» TASK REQUIREMENTS:
Please return every line below that contains the string "dead".

» RECORD EXCERPTS:
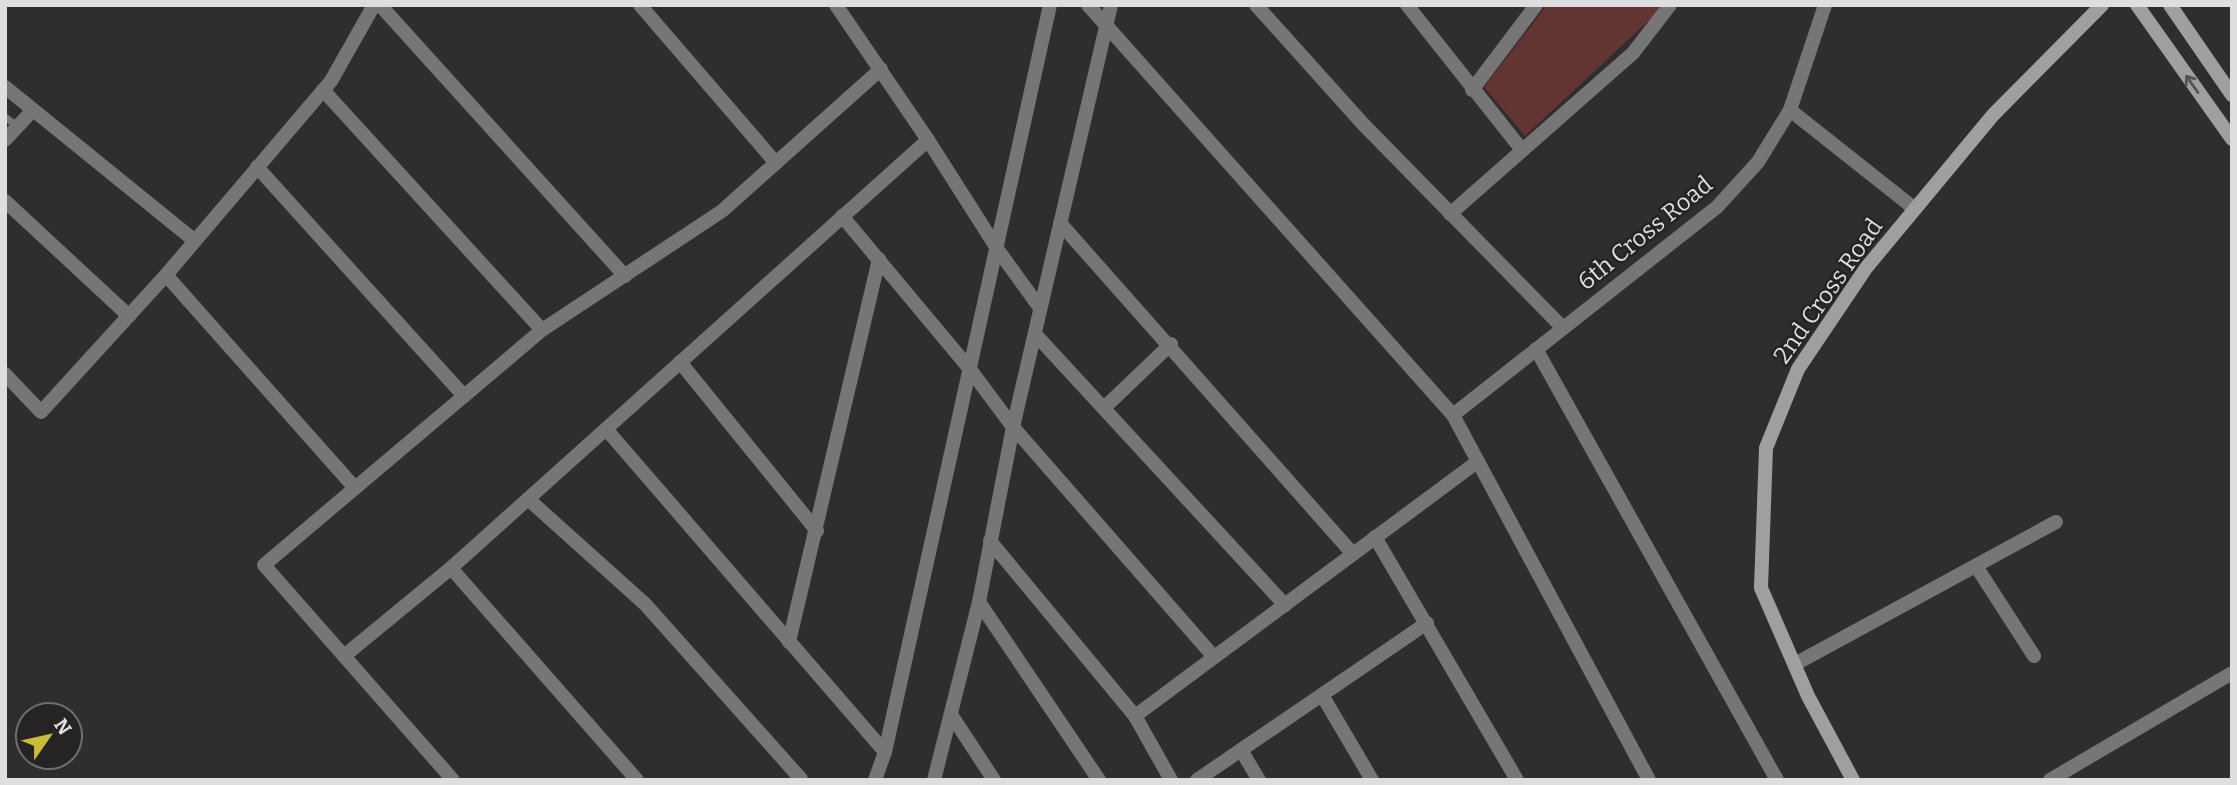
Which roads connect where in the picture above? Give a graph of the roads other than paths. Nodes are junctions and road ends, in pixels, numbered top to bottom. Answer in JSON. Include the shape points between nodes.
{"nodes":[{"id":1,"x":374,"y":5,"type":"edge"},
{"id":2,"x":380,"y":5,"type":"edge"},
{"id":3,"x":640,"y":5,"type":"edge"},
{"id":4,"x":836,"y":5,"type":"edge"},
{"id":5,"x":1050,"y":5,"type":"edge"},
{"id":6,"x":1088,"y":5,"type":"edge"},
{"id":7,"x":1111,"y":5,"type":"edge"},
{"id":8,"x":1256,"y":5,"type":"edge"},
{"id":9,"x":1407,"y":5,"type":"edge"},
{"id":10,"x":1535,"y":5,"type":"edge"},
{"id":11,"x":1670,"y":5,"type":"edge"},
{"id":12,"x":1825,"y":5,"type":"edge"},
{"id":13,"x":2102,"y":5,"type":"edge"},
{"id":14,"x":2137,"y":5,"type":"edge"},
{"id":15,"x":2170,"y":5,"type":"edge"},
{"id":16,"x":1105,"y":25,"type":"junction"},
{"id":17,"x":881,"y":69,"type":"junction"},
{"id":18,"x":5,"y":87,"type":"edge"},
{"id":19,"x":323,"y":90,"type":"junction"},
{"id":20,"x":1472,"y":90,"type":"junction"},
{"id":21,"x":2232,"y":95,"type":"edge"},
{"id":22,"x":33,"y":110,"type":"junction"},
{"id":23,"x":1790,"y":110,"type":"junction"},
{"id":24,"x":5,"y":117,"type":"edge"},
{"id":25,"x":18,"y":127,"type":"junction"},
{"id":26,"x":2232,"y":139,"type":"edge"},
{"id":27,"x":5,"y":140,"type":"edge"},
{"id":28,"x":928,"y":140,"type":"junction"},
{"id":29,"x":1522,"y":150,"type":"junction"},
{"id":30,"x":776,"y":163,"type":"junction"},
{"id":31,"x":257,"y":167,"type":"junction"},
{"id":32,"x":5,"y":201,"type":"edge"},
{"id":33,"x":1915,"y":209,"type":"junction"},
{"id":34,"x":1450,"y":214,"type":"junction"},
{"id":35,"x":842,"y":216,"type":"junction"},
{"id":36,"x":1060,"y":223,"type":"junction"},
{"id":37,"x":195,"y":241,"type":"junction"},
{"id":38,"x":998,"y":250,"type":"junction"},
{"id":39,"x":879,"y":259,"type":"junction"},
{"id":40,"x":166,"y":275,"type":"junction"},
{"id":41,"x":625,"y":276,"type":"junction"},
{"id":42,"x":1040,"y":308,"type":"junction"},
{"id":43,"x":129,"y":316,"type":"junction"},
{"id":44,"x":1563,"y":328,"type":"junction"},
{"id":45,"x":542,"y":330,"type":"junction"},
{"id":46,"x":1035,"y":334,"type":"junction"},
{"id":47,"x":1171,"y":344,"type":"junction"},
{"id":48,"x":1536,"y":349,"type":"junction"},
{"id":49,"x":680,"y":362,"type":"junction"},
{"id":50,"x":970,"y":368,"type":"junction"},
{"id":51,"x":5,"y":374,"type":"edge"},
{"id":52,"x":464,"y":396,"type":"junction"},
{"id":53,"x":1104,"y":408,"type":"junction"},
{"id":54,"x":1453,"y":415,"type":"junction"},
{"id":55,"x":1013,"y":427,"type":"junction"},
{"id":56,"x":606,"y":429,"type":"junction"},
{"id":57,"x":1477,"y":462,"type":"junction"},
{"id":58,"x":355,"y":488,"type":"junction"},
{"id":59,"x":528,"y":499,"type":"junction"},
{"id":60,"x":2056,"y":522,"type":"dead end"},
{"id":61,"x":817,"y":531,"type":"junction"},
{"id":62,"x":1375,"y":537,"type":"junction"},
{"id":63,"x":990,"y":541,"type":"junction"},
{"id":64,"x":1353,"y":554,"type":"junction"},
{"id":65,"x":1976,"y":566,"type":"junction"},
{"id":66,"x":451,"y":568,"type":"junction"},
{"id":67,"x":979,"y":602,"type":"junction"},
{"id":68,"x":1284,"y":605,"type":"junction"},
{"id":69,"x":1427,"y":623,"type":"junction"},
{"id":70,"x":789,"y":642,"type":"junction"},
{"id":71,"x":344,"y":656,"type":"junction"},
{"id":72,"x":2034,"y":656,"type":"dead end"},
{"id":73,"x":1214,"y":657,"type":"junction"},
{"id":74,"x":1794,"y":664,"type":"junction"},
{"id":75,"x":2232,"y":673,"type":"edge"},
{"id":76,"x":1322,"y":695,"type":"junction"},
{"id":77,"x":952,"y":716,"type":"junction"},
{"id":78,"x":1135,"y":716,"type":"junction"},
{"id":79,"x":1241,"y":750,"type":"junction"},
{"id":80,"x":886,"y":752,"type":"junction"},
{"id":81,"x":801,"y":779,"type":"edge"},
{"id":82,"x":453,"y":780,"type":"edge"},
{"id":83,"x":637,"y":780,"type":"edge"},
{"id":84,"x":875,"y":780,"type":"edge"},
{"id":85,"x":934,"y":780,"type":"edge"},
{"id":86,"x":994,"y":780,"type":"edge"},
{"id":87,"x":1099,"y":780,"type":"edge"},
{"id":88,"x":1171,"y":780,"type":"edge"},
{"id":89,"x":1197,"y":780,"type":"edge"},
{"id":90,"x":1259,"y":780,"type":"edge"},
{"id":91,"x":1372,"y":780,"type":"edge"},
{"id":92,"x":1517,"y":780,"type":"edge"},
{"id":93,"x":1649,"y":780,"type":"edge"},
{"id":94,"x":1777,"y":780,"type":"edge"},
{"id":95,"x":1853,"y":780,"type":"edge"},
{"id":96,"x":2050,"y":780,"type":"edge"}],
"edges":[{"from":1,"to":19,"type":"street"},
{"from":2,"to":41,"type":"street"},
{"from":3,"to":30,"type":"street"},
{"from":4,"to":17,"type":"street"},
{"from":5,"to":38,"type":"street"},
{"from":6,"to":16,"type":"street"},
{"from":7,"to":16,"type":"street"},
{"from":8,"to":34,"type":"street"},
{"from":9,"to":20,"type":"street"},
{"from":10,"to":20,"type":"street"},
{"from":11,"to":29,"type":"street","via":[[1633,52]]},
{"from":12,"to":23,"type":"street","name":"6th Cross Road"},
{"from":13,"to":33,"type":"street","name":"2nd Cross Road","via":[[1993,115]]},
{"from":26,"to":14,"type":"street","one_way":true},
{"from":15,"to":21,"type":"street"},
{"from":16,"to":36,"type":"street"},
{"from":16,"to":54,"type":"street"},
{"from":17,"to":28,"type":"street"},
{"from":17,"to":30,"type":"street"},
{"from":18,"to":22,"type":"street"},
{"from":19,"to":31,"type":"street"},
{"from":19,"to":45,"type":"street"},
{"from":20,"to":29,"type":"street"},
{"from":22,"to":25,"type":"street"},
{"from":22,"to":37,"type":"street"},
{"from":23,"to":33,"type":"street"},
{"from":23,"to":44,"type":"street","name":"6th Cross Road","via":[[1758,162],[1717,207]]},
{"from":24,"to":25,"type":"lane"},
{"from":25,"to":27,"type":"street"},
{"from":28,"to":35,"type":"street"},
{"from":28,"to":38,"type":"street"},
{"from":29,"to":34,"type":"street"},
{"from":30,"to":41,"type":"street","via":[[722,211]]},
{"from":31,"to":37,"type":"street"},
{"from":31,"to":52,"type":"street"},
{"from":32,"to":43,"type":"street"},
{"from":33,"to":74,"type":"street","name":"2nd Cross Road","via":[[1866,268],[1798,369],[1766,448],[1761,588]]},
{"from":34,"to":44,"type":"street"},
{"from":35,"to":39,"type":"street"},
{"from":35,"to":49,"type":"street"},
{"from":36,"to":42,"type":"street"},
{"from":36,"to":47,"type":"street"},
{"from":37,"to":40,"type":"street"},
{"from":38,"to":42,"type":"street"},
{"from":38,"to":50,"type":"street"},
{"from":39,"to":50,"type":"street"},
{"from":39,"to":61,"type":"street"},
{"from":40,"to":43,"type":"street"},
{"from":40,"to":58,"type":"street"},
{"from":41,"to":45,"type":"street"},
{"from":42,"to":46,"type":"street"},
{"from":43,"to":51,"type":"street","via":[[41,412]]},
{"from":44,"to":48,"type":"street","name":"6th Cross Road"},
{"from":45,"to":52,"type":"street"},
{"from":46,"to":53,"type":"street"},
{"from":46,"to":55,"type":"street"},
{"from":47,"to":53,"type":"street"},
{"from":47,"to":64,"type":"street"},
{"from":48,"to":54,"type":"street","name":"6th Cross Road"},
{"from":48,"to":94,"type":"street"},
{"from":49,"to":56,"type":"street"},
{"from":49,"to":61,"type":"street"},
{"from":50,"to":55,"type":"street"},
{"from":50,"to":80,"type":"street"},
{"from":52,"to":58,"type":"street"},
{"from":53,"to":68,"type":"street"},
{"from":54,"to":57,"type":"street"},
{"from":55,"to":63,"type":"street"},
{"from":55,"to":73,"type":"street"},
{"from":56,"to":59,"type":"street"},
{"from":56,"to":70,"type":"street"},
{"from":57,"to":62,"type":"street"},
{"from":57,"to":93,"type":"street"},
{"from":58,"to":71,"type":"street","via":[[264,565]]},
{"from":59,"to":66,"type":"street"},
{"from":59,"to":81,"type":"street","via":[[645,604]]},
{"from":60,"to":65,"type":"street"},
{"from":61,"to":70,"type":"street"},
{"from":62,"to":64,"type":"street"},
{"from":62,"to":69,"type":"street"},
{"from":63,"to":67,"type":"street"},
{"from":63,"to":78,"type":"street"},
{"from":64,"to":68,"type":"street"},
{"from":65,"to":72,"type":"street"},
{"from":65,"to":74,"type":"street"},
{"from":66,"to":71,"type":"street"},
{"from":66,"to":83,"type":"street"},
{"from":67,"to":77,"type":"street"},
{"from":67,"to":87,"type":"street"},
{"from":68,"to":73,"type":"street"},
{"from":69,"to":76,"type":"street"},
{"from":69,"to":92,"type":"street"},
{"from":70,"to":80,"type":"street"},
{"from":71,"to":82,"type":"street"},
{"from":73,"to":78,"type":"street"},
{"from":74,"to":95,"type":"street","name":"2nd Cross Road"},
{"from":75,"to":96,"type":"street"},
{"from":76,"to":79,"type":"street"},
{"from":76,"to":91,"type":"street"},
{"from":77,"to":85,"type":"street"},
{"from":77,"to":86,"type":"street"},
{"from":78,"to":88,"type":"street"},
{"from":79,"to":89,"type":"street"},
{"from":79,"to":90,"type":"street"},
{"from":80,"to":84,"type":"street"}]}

» RESULT BELOW:
{"id":60,"x":2056,"y":522,"type":"dead end"},
{"id":72,"x":2034,"y":656,"type":"dead end"},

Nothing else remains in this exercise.